→ WORK TO BE COMPLETED
Which lines of the data contain the string "Cottontail"? Copy every one of them.

→ EXTRACTED RECORDS
┌──
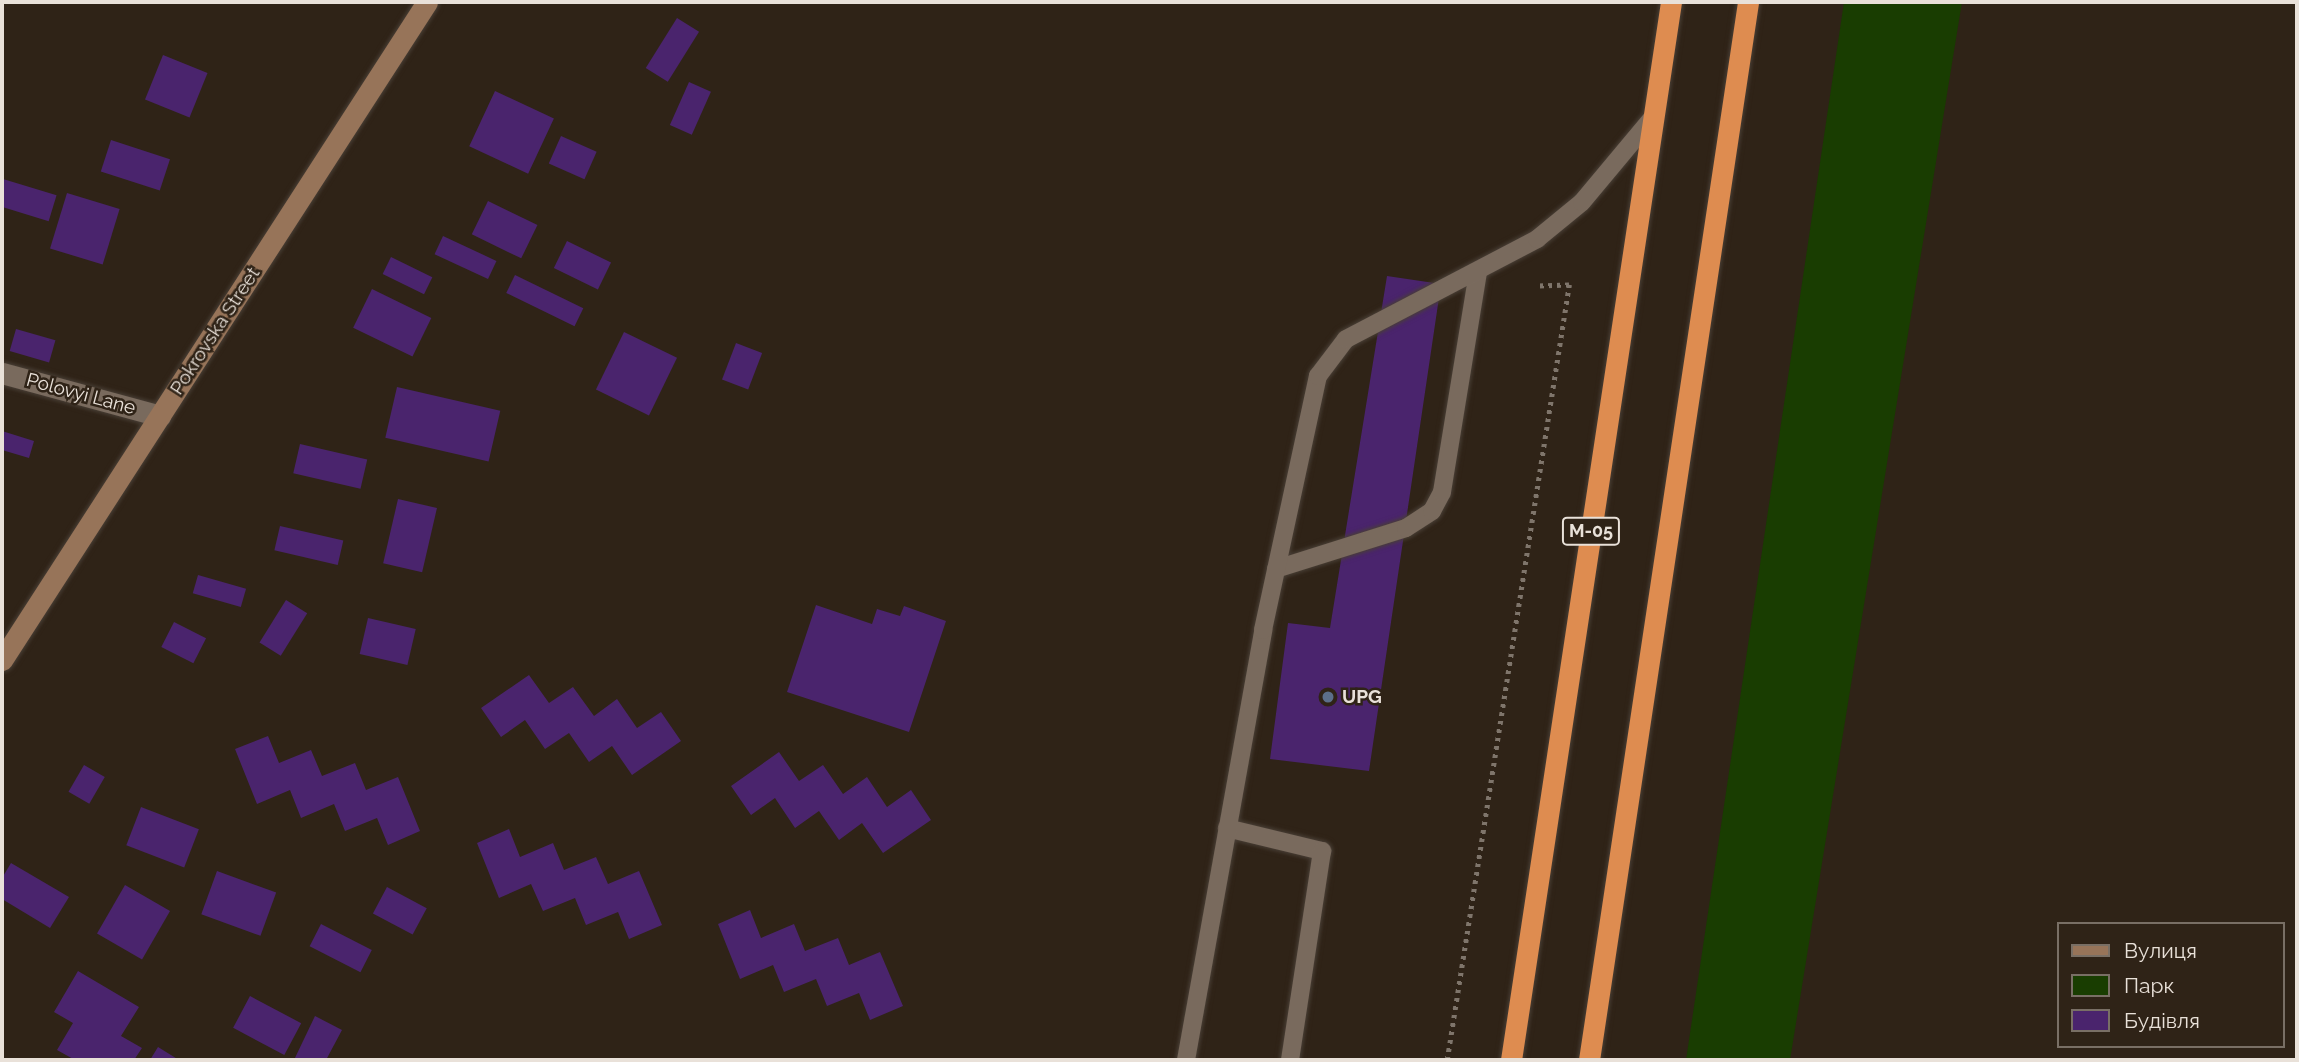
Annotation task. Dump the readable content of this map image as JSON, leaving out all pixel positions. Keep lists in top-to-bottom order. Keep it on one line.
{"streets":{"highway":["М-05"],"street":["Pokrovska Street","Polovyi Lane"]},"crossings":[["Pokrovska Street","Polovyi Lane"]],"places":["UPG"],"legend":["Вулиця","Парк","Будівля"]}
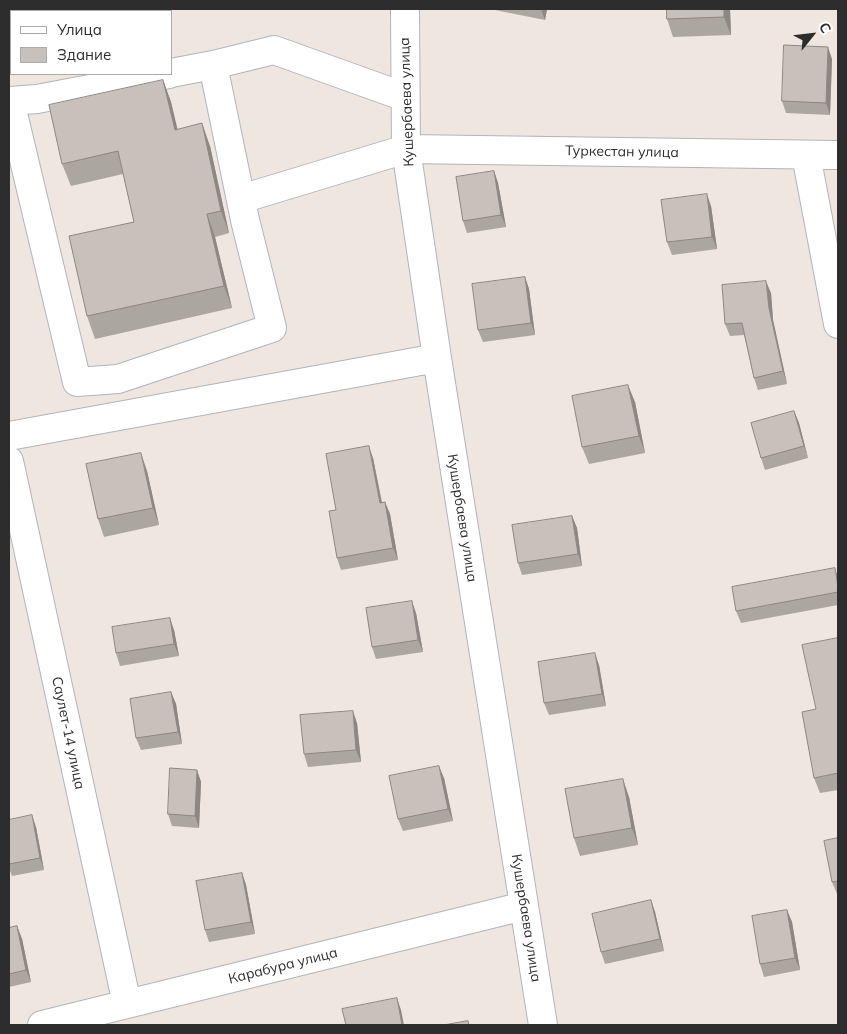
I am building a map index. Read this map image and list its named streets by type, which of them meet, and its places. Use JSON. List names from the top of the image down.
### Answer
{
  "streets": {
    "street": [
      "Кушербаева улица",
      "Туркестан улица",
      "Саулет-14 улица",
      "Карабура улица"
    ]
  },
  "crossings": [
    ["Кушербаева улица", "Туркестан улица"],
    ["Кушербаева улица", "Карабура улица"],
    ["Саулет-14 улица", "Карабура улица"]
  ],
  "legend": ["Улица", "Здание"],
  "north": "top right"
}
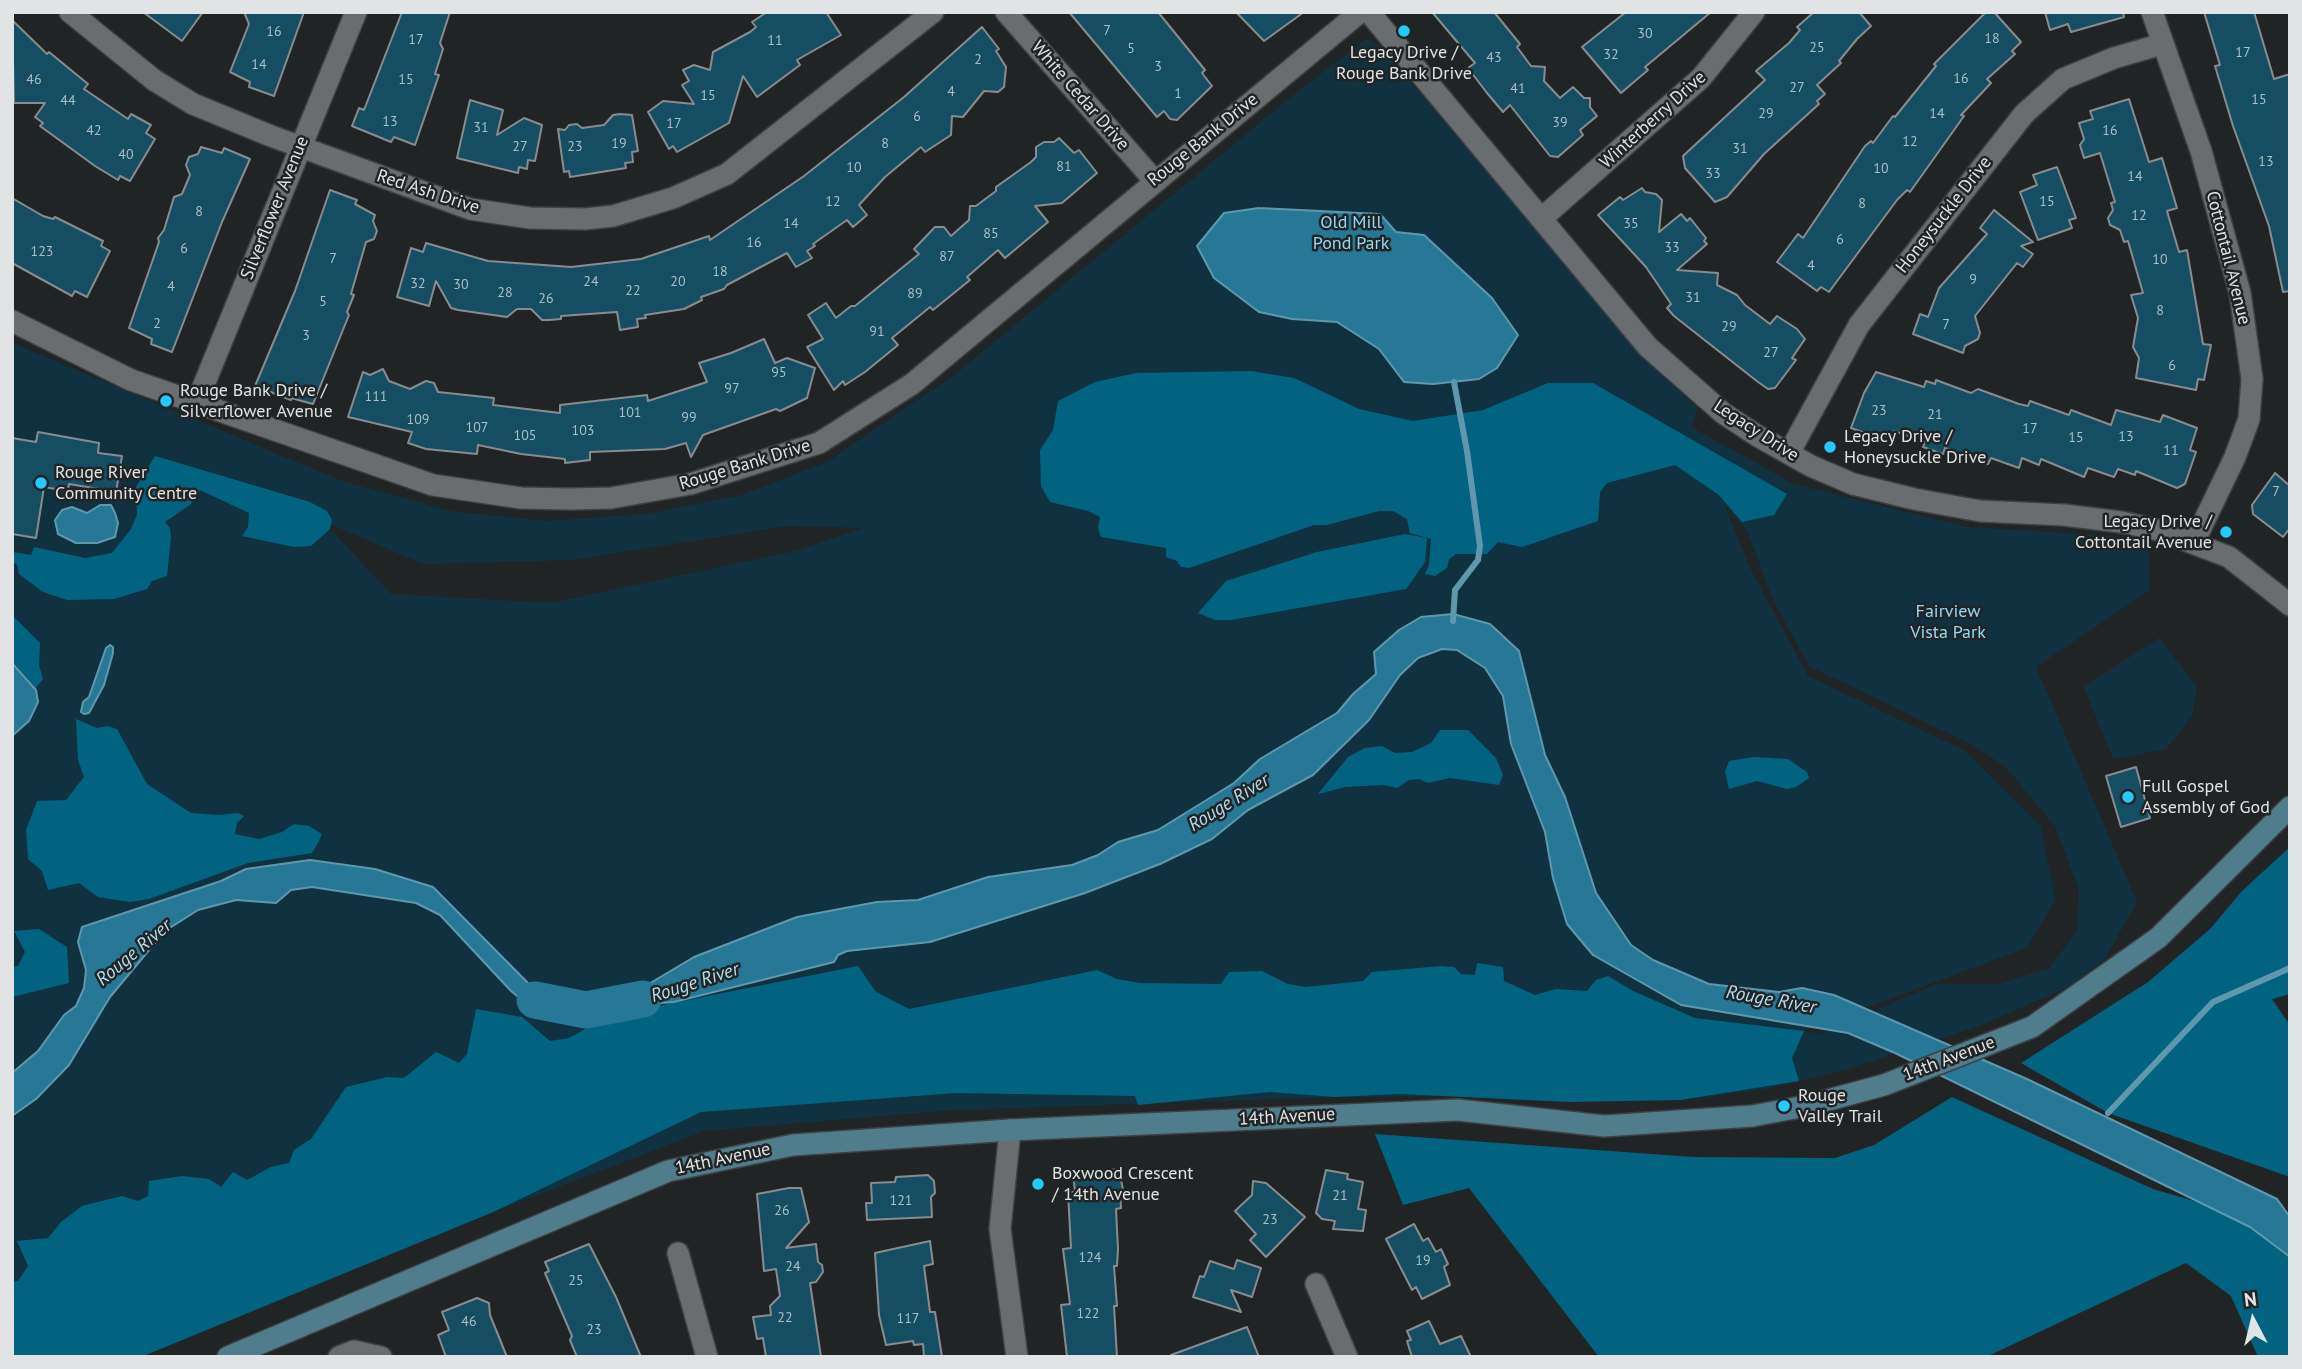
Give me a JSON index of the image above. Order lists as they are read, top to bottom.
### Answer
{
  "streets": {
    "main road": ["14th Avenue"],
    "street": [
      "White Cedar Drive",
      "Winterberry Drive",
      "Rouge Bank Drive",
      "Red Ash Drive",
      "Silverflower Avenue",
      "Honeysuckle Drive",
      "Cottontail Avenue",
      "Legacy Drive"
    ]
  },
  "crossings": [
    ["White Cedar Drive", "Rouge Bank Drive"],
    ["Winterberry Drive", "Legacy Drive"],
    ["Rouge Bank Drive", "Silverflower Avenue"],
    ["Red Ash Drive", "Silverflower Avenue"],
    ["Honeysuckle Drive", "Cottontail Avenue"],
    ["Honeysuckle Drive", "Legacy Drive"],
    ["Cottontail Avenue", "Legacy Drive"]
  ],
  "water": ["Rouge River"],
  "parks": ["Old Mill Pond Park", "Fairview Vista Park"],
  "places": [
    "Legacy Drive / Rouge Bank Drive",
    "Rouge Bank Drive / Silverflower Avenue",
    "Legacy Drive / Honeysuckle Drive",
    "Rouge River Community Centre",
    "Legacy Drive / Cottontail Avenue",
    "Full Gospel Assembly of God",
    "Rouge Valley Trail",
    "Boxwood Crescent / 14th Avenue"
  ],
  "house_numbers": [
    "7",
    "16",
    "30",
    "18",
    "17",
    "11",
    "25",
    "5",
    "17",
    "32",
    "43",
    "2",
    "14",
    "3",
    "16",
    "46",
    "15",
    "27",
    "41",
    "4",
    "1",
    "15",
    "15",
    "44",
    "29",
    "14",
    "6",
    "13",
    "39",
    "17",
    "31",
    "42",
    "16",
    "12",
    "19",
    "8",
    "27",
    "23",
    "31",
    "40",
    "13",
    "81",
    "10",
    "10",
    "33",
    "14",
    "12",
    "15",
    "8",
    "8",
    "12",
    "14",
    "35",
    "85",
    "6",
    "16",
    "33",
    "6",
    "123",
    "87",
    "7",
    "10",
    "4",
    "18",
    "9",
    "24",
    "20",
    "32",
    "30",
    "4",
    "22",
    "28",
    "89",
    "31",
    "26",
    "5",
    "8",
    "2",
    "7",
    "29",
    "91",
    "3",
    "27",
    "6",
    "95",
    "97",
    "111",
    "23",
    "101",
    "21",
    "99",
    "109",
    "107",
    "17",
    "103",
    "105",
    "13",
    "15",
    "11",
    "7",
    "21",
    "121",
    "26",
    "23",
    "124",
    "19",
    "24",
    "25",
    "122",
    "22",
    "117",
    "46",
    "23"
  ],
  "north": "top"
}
└──
→ SOLUTION TO THE EXERCISE
      "Cottontail Avenue",
    ["Honeysuckle Drive", "Cottontail Avenue"],
    ["Cottontail Avenue", "Legacy Drive"]
    "Legacy Drive / Cottontail Avenue",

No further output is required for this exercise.